**Aim of the task**
Check each line of the entries for the string "nodes". Report only how many lines have it.

**Dataset**
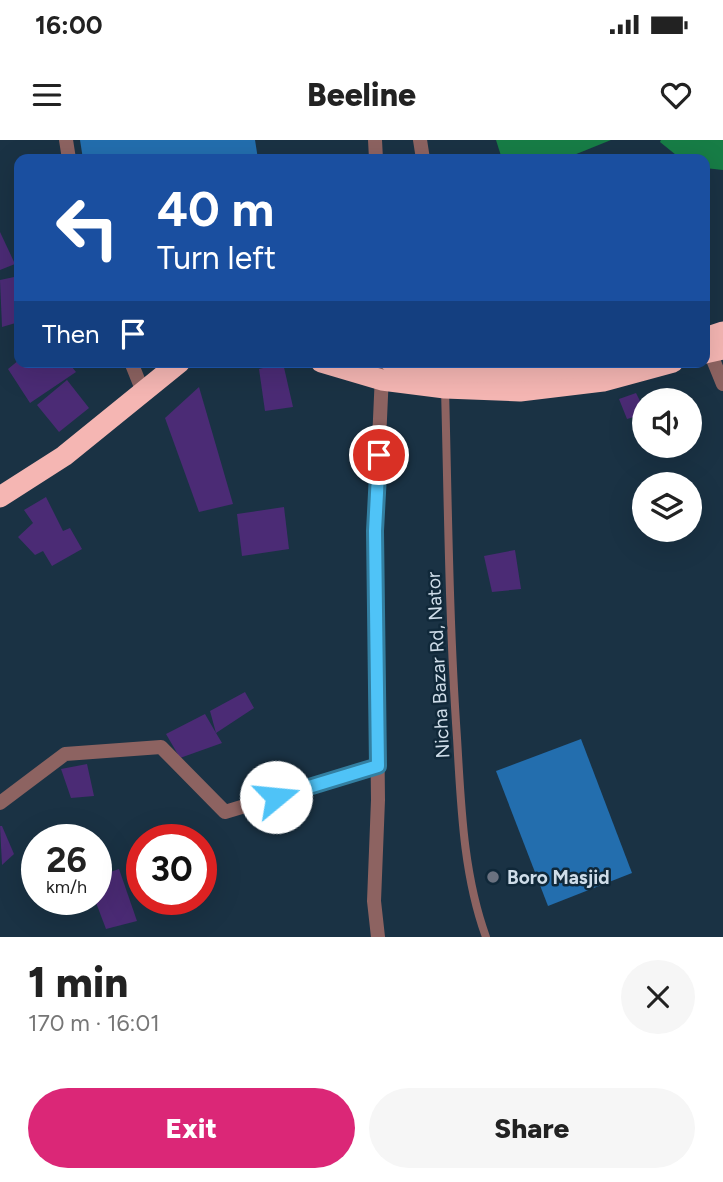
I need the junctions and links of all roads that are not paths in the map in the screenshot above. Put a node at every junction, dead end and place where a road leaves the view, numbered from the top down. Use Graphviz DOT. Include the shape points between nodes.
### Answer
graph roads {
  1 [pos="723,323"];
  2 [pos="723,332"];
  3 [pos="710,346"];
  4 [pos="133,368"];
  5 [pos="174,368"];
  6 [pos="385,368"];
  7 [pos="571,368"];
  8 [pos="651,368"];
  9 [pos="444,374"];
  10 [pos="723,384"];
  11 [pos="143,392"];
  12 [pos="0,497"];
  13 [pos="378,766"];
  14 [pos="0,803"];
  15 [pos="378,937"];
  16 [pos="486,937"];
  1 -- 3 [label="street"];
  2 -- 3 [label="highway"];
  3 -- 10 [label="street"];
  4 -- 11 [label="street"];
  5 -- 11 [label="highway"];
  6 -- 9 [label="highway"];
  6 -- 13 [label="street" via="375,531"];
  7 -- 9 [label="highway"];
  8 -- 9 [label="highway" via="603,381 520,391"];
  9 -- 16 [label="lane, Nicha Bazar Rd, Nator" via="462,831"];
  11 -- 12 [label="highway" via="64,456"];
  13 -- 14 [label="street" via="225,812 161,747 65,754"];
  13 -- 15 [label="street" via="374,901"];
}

--

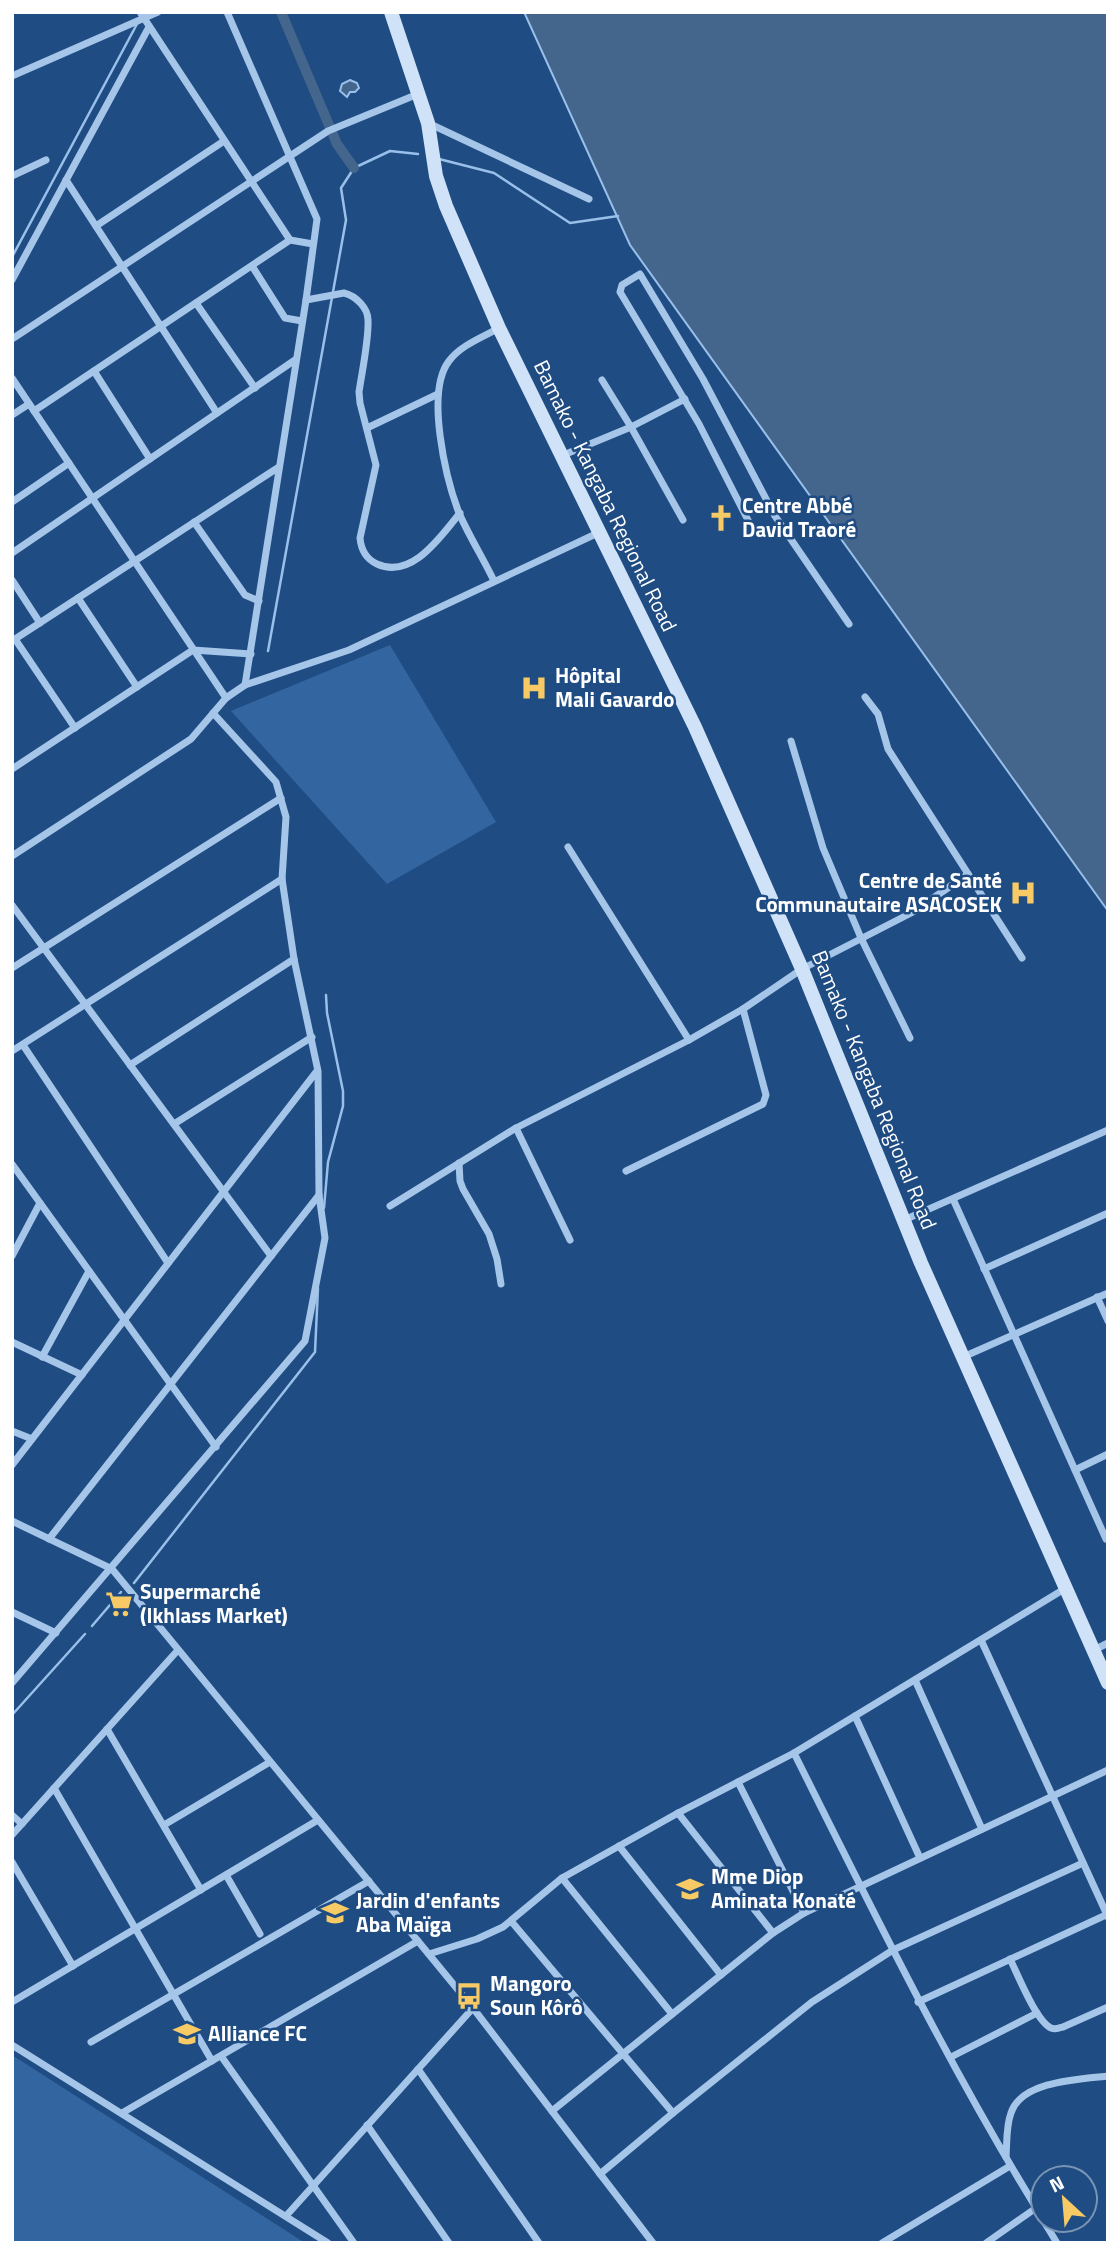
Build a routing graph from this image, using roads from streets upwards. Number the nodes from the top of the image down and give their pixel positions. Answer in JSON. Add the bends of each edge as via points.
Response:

**Exercise response**
2